Counsel:  [*1] For The Travelers Indemnity Company of Connecticut, a foreign corporation, Plaintiff: Kenneth G Cole, Thomas A Paruolo, LEAD ATTORNEYS, DeWitt Paruolo & Meek, Oklahoma City, OK.

Judges: STEPHEN P. FRIOT, UNITED STATES DISTRICT JUDGE.

Opinion by: STEPHEN P. FRIOT

Opinion

ORDER

Plaintiff, The Travelers Indemnity Company of Connecticut (Travelers), commenced this diversity action seeking declaratory relief pursuant to 28 U.S.C. § 2201 and § 2202. Specifically, Travelers seeks a declaration that defendant, Lloyd Brook (Brook), is not entitled to uninsured motorist coverage under an insurance policy issued by Travelers to Brook’s employer, Central States Thermo King, Inc. (CSTK). Under Rule 56(a), Fed. R. Civ. P., Travelers has moved for summary judgment on its declaratory relief claim. Doc. no. 14. Brook has responded, opposing the motion. Doc. no. 15. Travelers has replied. Doc. no. 16. Upon due consideration of the parties’ submissions, the court makes its determination.

Background

CSTK is a company that provides, among other things, service and installation of Thermo King products, i.e., refrigerated trailer units.

Travelers issued an insurance policy to CSTK, having a coverage period of July 1, 2021 to July 1, 2022, which included uninsured motorist (UM) coverage. [*2]  Specifically, the insurance policy provided UM coverage limited to $1,000,000.00 for any one accident or loss.

Brook was employed by CSTK as a master technician. On February 17, 2022, CSTK dispatched Brook to U.S. Foods to replace damaged or missing body parts, referred to as outer skins, on various Thermo King units. Brook drove a CSTK service vehicle to U.S. Foods.

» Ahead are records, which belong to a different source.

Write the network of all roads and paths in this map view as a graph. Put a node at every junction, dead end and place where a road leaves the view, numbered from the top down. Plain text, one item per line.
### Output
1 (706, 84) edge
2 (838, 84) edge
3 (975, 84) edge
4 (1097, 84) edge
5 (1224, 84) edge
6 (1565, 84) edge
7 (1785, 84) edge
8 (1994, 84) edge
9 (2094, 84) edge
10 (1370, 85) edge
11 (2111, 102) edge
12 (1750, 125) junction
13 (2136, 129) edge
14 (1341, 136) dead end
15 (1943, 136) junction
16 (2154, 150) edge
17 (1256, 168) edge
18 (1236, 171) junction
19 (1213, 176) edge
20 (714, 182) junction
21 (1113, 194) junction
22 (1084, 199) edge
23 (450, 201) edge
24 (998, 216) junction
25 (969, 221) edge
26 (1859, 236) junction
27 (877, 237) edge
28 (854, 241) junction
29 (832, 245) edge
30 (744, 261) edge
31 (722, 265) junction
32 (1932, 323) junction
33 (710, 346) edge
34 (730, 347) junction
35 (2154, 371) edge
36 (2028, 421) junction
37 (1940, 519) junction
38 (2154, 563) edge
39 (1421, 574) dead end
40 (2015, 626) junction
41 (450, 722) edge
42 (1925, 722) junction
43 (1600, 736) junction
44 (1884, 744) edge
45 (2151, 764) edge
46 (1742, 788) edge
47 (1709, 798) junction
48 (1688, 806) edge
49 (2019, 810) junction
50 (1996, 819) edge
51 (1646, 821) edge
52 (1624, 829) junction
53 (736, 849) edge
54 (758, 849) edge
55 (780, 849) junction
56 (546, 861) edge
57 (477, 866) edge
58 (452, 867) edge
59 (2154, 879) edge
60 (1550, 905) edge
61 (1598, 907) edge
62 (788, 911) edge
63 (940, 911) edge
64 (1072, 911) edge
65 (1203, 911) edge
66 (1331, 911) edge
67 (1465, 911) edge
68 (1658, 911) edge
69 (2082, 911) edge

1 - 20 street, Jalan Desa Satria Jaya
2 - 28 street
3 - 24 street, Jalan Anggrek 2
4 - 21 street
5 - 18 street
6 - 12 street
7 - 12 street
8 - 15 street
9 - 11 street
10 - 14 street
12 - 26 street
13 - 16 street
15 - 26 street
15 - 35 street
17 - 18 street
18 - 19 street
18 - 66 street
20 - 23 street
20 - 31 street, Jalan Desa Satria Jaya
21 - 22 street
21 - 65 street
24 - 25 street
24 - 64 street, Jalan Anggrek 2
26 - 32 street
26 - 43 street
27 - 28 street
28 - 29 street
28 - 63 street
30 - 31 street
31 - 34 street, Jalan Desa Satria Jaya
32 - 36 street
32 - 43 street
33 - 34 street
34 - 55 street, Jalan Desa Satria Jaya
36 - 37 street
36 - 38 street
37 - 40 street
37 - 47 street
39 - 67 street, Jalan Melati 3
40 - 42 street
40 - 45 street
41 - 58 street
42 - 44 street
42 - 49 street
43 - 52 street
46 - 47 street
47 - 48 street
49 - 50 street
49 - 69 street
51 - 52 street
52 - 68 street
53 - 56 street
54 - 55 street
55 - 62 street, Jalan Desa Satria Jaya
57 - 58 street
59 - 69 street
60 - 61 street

The service vehicle was a box truck with a hydraulic liftgate, also referred to as a hydraulic platform (hydraulic platform), on the back. The box truck held other equipment, including three ladders: a six-foot A-frame ladder, an eight-foot A-frame ladder, and a fourteen-foot extension ladder.

When he arrived at U.S. Foods, Brook was given a list of refrigerated trailer units he was to work on and was directed to a wash bay. A U.S. Foods representative used a tractor to pull a refrigerated trailer unit into the wash bay. He then unhooked the trailer unit from the tractor and removed the tractor from the wash bay. Brook exited his box truck and opened the doors on the back. He raised the hydraulic platform approximately five feet high. He then backed the box truck into a central position which would allow him to set a ladder [*3]  on the hydraulic platform and reach the top of the trailer unit to assess what work needed to be done. The trailer unit was approximately 12 feet and 6 inches high. After putting the box truck into the central position, Brook set the parking brake and turned the box truck off. Brook positioned a ladder next to the hydraulic platform so that he could access it, then placed another ladder on the hydraulic platform itself and inspected the trailer unit. After he completed the inspection, he moved the ladders, started the box truck, and pulled it forward. The hydraulic platform remained raised, ready for use. He then backed up the box truck to re-position it to complete a task on one side of the trailer unit. He set the parking brake and removed the keys. He placed the keys in his personal toolbox located in the back of the box truck. He did this to prevent the box truck from being stolen. When he completed his task, he moved the ladders, started the box truck, and pulled it forward. He then re-positioned the box truck so that he could complete another task. Brook re-positioned the box truck four or five times to replace the outer skins on the refrigerated trailer unit. Each time he used [*4]  the raised hydraulic platform to help complete his work on the trailer unit.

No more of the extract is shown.